UK tax records included hearth tax returns, marriage duties, window tax, land tax, lay subsidies and poll taxes.

No STERRY or similar located in:

  • Ship-money returns for the County of Suffolk, 1639-40. Transcribed and edited by Vincent B. Redstone, Ipswich : W.E. Harrison, 1904. (Harl. mss. 7,540-7,542)  [Online archive.org]

Ship money was a tax levied by Charles 1 and was a major cause of the English Civil War, according to Mark Herber in 'Ancestral Trails'. It was levied from 1634-1640 in maitime areas (and later elsewhere) to finance the navy. [p. 420]

STERRYs or variants were found in:

Lay subsidies were taxes that were levied from the 12th to the 17th centuries on moveable personal property (such as goods, crops or wages) above a variable minimum value, which effectively exempted the poor from liability. Subsidies were also sometimes levied on land and buildings. The taxes were called lay subsidies because clerical property was exempt. (Ancestral Trails, Mark Herber 1997)

Hearth tax was levied in England and Wales from 1662 to 1689. It was a tax of two shillings on each fireplace, hearth or stove. Some people, such as paupers, were exempt from paying the tax.
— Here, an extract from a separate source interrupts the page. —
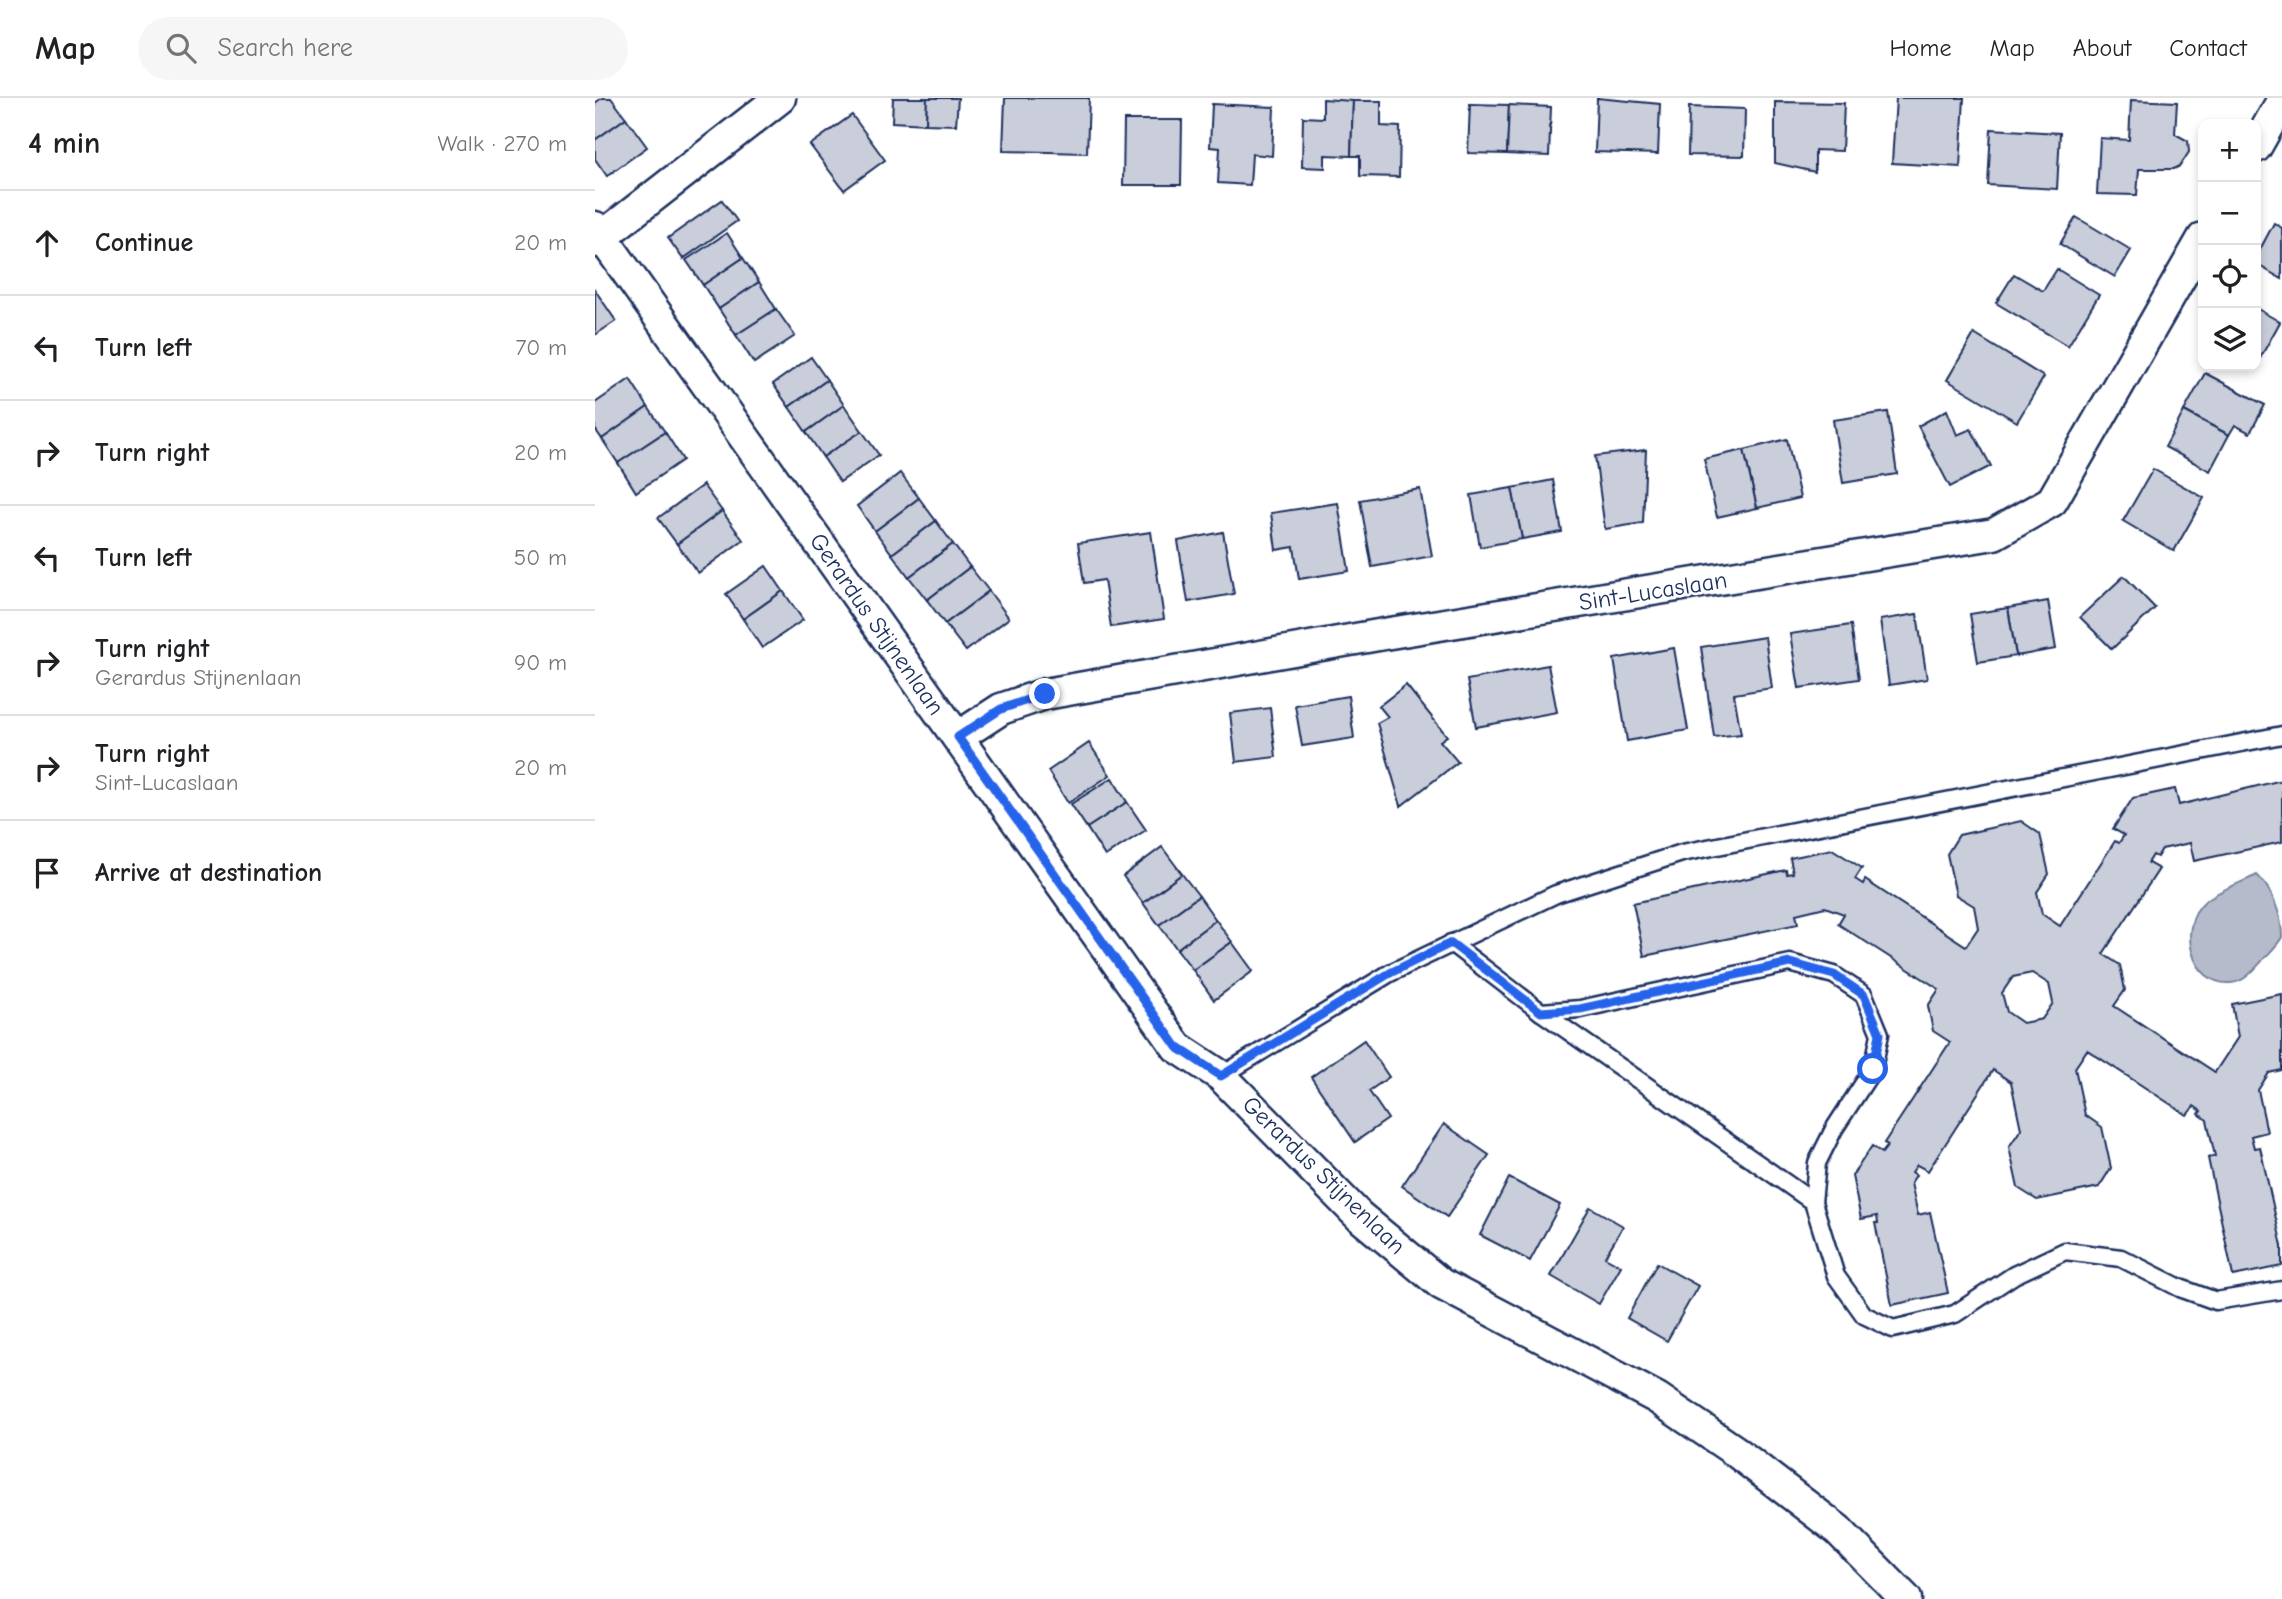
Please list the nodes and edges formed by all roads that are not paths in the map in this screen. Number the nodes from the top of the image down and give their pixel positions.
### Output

Each year's tax was payable in two instalments: on Lady Day (March 25) and Michaelmas (29 Sept).

Three poll taxes were levied between 1377 and 1381. These embraced the whole adult population, both male and female-only beggars were exempted. Many returns have survived, the most detailed being those of 1379, in which occupations were often stated. On the other hand, these returns are less complete than those of 1377 because - just as in the 20th century - there was widespread evasion of the poll tax. In addition, some of the 1381 assessments were destroyed in the ensuing Peasants' Revolt. The experiment was not repeated for several hundred years.

The surviving poll tax returns have been printed in full in Carolyn Fenwick's The Poll Taxes of 1377, 1379, and 1381 (1998-2005) [Source: Some Notes on Medieval English Genealogy]

The alien subsidies, a unique fiscal phenomenon in both English and European history, were a series of taxes levied upon first-generation immigrants during the second half of the fifteenth century.